Structure Elucidation of Menthol-Based Deep Eutectic Solvent using Experimental and Computational Techniques.

The structural properties and nonbonding interactions of a menthol-based deep eutectic solvent (DES) were investigated in detail employing experimental and computational methods. A mass spectrometry analysis confirmed the formation of 1:1 l-menthol/acetic acid. A molecular dynamics simulation was used to figure out energetically most favorable cluster conformers of the 1:1 l-menthol/acetic acid system. Density functional theory at the ωB97XD/6-311G (d,p) level of theory was employed to optimize the isolated structures and to calculate their thermochemical properties. Both experimental and computed IR spectra were analyzed for the samples. Additionally, vibrational circular dichroism (VCD) spectra of the samples were measured to prove the chirality transfer. Principal component analysis (PCA) was used to make the data interpretation more vivid. All the spectral data analyses and nanostructure elucidation proved the spontaneous formation of the DES through the formation of strong hydrogen bonding.

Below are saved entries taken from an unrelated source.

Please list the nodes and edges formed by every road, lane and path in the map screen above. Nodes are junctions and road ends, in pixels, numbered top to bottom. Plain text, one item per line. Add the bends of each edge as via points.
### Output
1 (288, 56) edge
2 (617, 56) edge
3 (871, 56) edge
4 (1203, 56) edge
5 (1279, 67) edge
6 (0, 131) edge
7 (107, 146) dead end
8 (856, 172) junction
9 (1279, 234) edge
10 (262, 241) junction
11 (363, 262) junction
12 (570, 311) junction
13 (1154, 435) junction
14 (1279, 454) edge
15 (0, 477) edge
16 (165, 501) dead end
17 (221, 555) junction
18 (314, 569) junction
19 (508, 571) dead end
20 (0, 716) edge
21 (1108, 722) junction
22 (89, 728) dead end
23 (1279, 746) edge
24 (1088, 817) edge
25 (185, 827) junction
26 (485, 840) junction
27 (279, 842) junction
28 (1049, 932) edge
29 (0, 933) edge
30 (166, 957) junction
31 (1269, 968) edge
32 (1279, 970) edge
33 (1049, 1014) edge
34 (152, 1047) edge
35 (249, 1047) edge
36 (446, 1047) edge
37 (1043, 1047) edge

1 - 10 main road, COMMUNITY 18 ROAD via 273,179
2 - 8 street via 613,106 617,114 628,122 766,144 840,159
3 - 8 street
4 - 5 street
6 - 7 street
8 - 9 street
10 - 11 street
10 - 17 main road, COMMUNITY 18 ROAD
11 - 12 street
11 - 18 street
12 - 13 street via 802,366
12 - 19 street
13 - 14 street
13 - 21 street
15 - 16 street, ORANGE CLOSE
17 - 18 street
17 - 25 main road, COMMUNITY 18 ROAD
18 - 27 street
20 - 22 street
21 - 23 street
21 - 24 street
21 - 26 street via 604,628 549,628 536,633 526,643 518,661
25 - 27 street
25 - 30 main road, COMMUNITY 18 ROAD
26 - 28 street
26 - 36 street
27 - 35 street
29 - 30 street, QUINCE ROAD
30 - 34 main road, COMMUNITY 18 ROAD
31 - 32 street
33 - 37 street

Experimental solvatochromism and computed highest occupied molecular orbital-lowest unoccupied molecular orbital gaps validated the reasoning. Moreover, comparative VCD and IR spectral analyses clearly indicated a chirality transfer from the chiral menthol to achiral acetic acid. This study suggests that various techniques, such as mass spectrometry, IR, solvatochromism, and computed IR-VCD could be useful and important tools to elucidate nanostructure and nonbonding interactions of a DES. VCD could be used as an excellent complementary technique to IR spectroscopy for a chiral molecule-based DESs.